◆ What the exercise asks: Each record below needs to be written out exactly as it appears.

(Stored items)
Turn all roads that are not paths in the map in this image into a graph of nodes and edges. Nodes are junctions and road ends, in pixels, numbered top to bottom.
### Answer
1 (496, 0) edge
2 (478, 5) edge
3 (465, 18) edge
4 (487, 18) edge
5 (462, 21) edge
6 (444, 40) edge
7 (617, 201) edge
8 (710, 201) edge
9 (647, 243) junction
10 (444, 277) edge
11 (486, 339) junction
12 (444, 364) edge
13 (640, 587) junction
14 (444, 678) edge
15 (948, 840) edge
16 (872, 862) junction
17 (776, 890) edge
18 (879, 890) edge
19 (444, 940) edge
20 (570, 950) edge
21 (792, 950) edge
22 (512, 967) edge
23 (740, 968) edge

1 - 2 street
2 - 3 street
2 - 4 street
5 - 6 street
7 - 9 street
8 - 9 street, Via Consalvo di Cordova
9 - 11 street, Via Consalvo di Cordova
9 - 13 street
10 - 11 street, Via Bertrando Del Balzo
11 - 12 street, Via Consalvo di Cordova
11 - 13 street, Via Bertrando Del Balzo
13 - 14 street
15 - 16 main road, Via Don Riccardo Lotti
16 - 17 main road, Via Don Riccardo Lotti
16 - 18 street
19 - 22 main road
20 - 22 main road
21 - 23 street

◆ Solution for this task:
Turn all roads that are not paths in the map in this image into a graph of nodes and edges. Nodes are junctions and road ends, in pixels, numbered top to bottom.
### Answer
1 (496, 0) edge
2 (478, 5) edge
3 (465, 18) edge
4 (487, 18) edge
5 (462, 21) edge
6 (444, 40) edge
7 (617, 201) edge
8 (710, 201) edge
9 (647, 243) junction
10 (444, 277) edge
11 (486, 339) junction
12 (444, 364) edge
13 (640, 587) junction
14 (444, 678) edge
15 (948, 840) edge
16 (872, 862) junction
17 (776, 890) edge
18 (879, 890) edge
19 (444, 940) edge
20 (570, 950) edge
21 (792, 950) edge
22 (512, 967) edge
23 (740, 968) edge

1 - 2 street
2 - 3 street
2 - 4 street
5 - 6 street
7 - 9 street
8 - 9 street, Via Consalvo di Cordova
9 - 11 street, Via Consalvo di Cordova
9 - 13 street
10 - 11 street, Via Bertrando Del Balzo
11 - 12 street, Via Consalvo di Cordova
11 - 13 street, Via Bertrando Del Balzo
13 - 14 street
15 - 16 main road, Via Don Riccardo Lotti
16 - 17 main road, Via Don Riccardo Lotti
16 - 18 street
19 - 22 main road
20 - 22 main road
21 - 23 street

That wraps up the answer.